Single by PinkPantheress

from the album To Hell with It
- Released: 4 June 2021
- Genre: Drum and bass; experimental pop;
- Length: 1:35
- Label: Parlophone; Elektra;
- Songwriters: PinkPantheress; Adam Fenton;
- Producers: PinkPantheress; Adam F;

PinkPantheress singles chronology
|  | "Break It Off" (2021) | "Pain" (2021) |

= Break It Off (PinkPantheress song) =

2021 single by PinkPantheress

"Break It Off" is a song by British singer-songwriter and record producer PinkPantheress. It was officially released on 4 June 2021 through Elektra and Parlophone Records, as her debut single and serving as the lead single from her debut mixtape To Hell with It which was released later the same year. An uptempo drum and bass and experimental pop song about heartbreak, it was written and produced by PinkPantheress and Adam F, and samples F's song "Circles". A snippet of the song went viral on TikTok, and it subsequently peaked at number 74 on the UK Singles Chart and at number 30 on the Billboard Hot Rock & Alternative Songs chart.

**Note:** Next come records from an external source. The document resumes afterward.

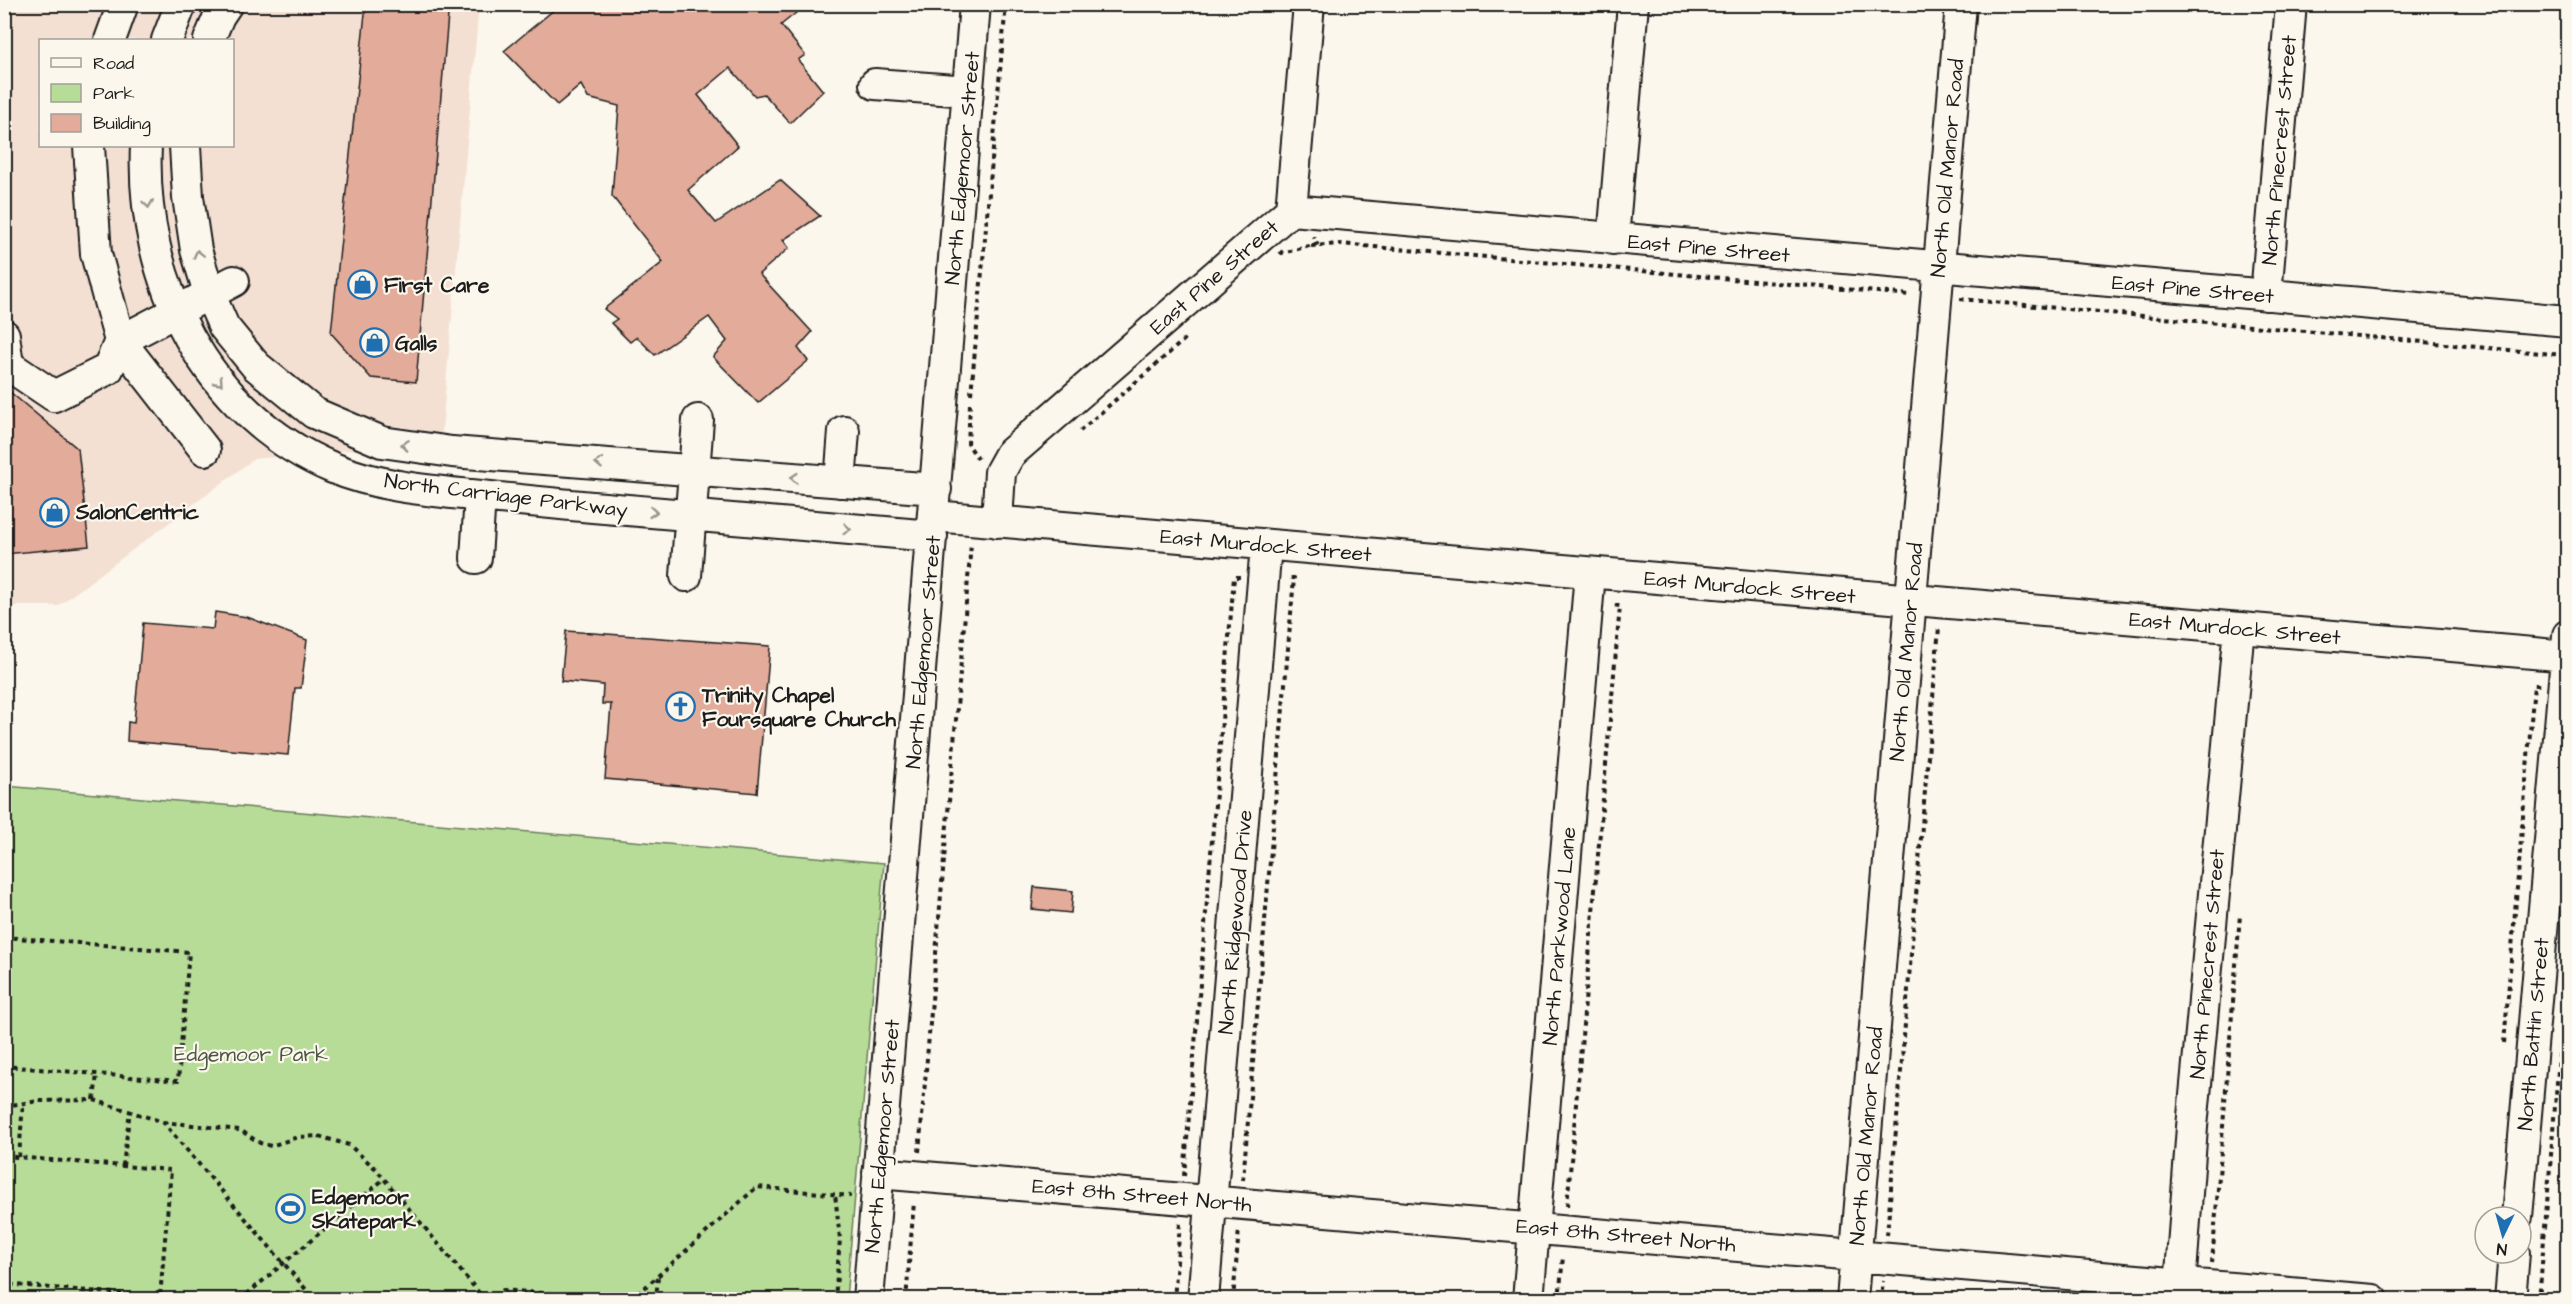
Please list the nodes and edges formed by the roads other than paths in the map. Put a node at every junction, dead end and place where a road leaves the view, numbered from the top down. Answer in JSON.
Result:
{"nodes":[{"id":1,"x":123,"y":4,"type":"edge"},
{"id":2,"x":181,"y":4,"type":"edge"},
{"id":3,"x":227,"y":4,"type":"edge"},
{"id":4,"x":975,"y":4,"type":"edge"},
{"id":5,"x":1309,"y":4,"type":"edge"},
{"id":6,"x":1633,"y":4,"type":"edge"},
{"id":7,"x":1961,"y":4,"type":"edge"},
{"id":8,"x":2291,"y":4,"type":"edge"},
{"id":9,"x":110,"y":39,"type":"edge"},
{"id":10,"x":167,"y":39,"type":"edge"},
{"id":11,"x":209,"y":39,"type":"edge"},
{"id":12,"x":875,"y":84,"type":"dead end"},
{"id":13,"x":968,"y":91,"type":"junction"},
{"id":14,"x":89,"y":147,"type":"edge"},
{"id":15,"x":146,"y":147,"type":"edge"},
{"id":16,"x":185,"y":147,"type":"edge"},
{"id":17,"x":1291,"y":210,"type":"junction"},
{"id":18,"x":1613,"y":239,"type":"junction"},
{"id":19,"x":1939,"y":267,"type":"junction"},
{"id":20,"x":221,"y":287,"type":"junction"},
{"id":21,"x":2266,"y":295,"type":"junction"},
{"id":22,"x":175,"y":310,"type":"junction"},
{"id":23,"x":2568,"y":321,"type":"edge"},
{"id":24,"x":4,"y":335,"type":"edge"},
{"id":25,"x":120,"y":341,"type":"junction"},
{"id":26,"x":698,"y":420,"type":"dead end"},
{"id":27,"x":844,"y":431,"type":"dead end"},
{"id":28,"x":205,"y":450,"type":"dead end"},
{"id":29,"x":694,"y":470,"type":"junction"},
{"id":30,"x":840,"y":482,"type":"junction"},
{"id":31,"x":480,"y":496,"type":"junction"},
{"id":32,"x":934,"y":514,"type":"junction"},
{"id":33,"x":691,"y":515,"type":"junction"},
{"id":34,"x":985,"y":521,"type":"junction"},
{"id":35,"x":1266,"y":545,"type":"junction"},
{"id":36,"x":476,"y":558,"type":"dead end"},
{"id":37,"x":1590,"y":573,"type":"junction"},
{"id":38,"x":686,"y":576,"type":"dead end"},
{"id":39,"x":1910,"y":601,"type":"junction"},
{"id":40,"x":2239,"y":628,"type":"junction"},
{"id":41,"x":2567,"y":649,"type":"edge"},
{"id":42,"x":877,"y":1185,"type":"junction"},
{"id":43,"x":1212,"y":1201,"type":"junction"},
{"id":44,"x":2518,"y":1205,"type":"edge"},
{"id":45,"x":1534,"y":1228,"type":"junction"},
{"id":46,"x":1871,"y":1256,"type":"junction"},
{"id":47,"x":2513,"y":1265,"type":"edge"},
{"id":48,"x":2179,"y":1291,"type":"edge"},
{"id":49,"x":868,"y":1299,"type":"edge"},
{"id":50,"x":1203,"y":1299,"type":"edge"},
{"id":51,"x":1528,"y":1299,"type":"edge"},
{"id":52,"x":1852,"y":1299,"type":"edge"},
{"id":53,"x":2373,"y":1299,"type":"edge"},
{"id":54,"x":2510,"y":1299,"type":"edge"}],
"edges":[{"from":1,"to":9,"type":"street"},
{"from":2,"to":10,"type":"street"},
{"from":3,"to":11,"type":"street"},
{"from":4,"to":13,"type":"street","name":"North Edgemoor Street"},
{"from":5,"to":17,"type":"street"},
{"from":6,"to":18,"type":"street"},
{"from":7,"to":19,"type":"street","name":"North Old Manor Road"},
{"from":8,"to":21,"type":"street","name":"North Pinecrest Street"},
{"from":12,"to":13,"type":"street"},
{"from":13,"to":32,"type":"street","name":"North Edgemoor Street"},
{"from":14,"to":25,"type":"street"},
{"from":15,"to":22,"type":"street","name":"North Carriage Parkway","one_way":true},
{"from":20,"to":16,"type":"street","name":"North Carriage Parkway","one_way":true},
{"from":17,"to":18,"type":"street","name":"East Pine Street"},
{"from":17,"to":34,"type":"street","name":"East Pine Street"},
{"from":18,"to":19,"type":"street","name":"East Pine Street"},
{"from":19,"to":21,"type":"street","name":"East Pine Street"},
{"from":19,"to":39,"type":"street","name":"North Old Manor Road"},
{"from":20,"to":22,"type":"street"},
{"from":29,"to":20,"type":"street","name":"North Carriage Parkway","one_way":true},
{"from":21,"to":23,"type":"street","name":"East Pine Street"},
{"from":22,"to":25,"type":"street"},
{"from":22,"to":31,"type":"street","name":"North Carriage Parkway","one_way":true},
{"from":24,"to":25,"type":"street"},
{"from":25,"to":28,"type":"street"},
{"from":26,"to":29,"type":"street"},
{"from":27,"to":30,"type":"street"},
{"from":30,"to":29,"type":"street","name":"North Carriage Parkway","one_way":true},
{"from":29,"to":33,"type":"street"},
{"from":30,"to":32,"type":"street","name":"North Carriage Parkway"},
{"from":31,"to":33,"type":"street","name":"North Carriage Parkway","one_way":true},
{"from":31,"to":36,"type":"street"},
{"from":33,"to":32,"type":"street","name":"North Carriage Parkway","one_way":true},
{"from":32,"to":34,"type":"street","name":"East Murdock Street"},
{"from":32,"to":42,"type":"street","name":"North Edgemoor Street"},
{"from":33,"to":38,"type":"street"},
{"from":34,"to":35,"type":"street","name":"East Murdock Street"},
{"from":35,"to":37,"type":"street","name":"East Murdock Street"},
{"from":35,"to":43,"type":"street","name":"North Ridgewood Drive"},
{"from":37,"to":39,"type":"street","name":"East Murdock Street"},
{"from":37,"to":45,"type":"street","name":"North Parkwood Lane"},
{"from":39,"to":40,"type":"street","name":"East Murdock Street"},
{"from":39,"to":46,"type":"street","name":"North Old Manor Road"},
{"from":40,"to":41,"type":"street","name":"East Murdock Street"},
{"from":40,"to":48,"type":"street","name":"North Pinecrest Street"},
{"from":41,"to":44,"type":"street","name":"North Battin Street"},
{"from":42,"to":43,"type":"street","name":"East 8th Street North"},
{"from":42,"to":49,"type":"street","name":"North Edgemoor Street"},
{"from":43,"to":45,"type":"street","name":"East 8th Street North"},
{"from":43,"to":50,"type":"street","name":"North Ridgewood Drive"},
{"from":45,"to":46,"type":"street","name":"East 8th Street North"},
{"from":45,"to":51,"type":"street","name":"North Parkwood Lane"},
{"from":46,"to":48,"type":"street","name":"East 8th Street North"},
{"from":46,"to":52,"type":"street","name":"North Old Manor Road"},
{"from":47,"to":54,"type":"street"},
{"from":48,"to":53,"type":"street","name":"East 8th Street North"}]}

A visualizer for the song was directed by Malt Disney and released on 21 June 2021.

==Background and composition==
"Break It Off" is an uptempo, "heartbreak-infused" drum and bass and experimental pop song with "sugary" vocals from PinkPantheress, who wrote and produced the song while she was at university, which samples the drum and bass song "Circles" by English DJ Adam F. DIYs Chris Taylor described it as "a tale of late-night yearning", and Steffanee Wang of Nylon called it "a dizzying mix of breakbeats and edgy pop elements". After PinkPantheress posted a clip of the song to TikTok in March, it went viral and was used in over 500,000 videos on the platform.

==Reception and commercial performance==
David Renshaw of The Fader called "Break It Off" "an algorithm-breaking bolt from the blue, destined to be played on repeat throughout the summer months". Douglas Greenwood of i-D called the song an "earworm" while Complexs Seamus Fay described it as a "fast-paced, oddball single". Stereogums Chris DeVille described the song as a "playfully flirtatious melodic flutter", with Steffanee Wang of Nylon stated that it was "a great primer for the unpinnable vibe of [PinkPantheress's] vibe: simultaneously new and nostalgic." Jon Caramanica of The New York Times called the song "elegant in [its] own right" and wrote that it "encapsulate[s] the enthusiasm and thrill of listening to someone else's elegant song, one that rousts you from your shell and thrusts you into your own joy or sadness".

"Break It Off" peaked at number 74 on the UK Singles Chart and at number 30 on Billboards Hot Rock & Alternative Songs chart.

==Music video==
A visualizer for "Break It Off", directed by Malt Disney, was released on 21 June 2021. The video uses footage of demolition, car crashes, and memes with "abstract" animations superimposed over it. PinkPantheress called the visualizer a "doozy".

==Credits and personnel==
Credits adapted from AllMusic.
- PinkPantheress – vocals, songwriting, production, programming, mastering
- Adam F – songwriting, production, programming, engineering, mixing
- Stuart Hawkes – mastering

==Charts==

===Weekly charts===

Weekly chart performance for "Break It Off"
| Chart (2021) | Peak position |
|---|---|
| UK Singles (OCC) | 74 |
| US Hot Rock & Alternative Songs (Billboard) | 30 |

===Year-end charts===

Year-end chart performance for "Break It Off"
| Chart (2021) | Position |
|---|---|
| US Hot Rock & Alternative Songs (Billboard) | 78 |

==Certifications==

Certifications for "Break It Off"
| Region | Certification | Certified units/sales |
| Canada (Music Canada) | Gold | 40,000^{‡} |
| New Zealand (RMNZ) | Platinum | 30,000^{‡} |
| United Kingdom (BPI) | Gold | 400,000^{‡} |
^{‡} Sales+streaming figures based on certification alone.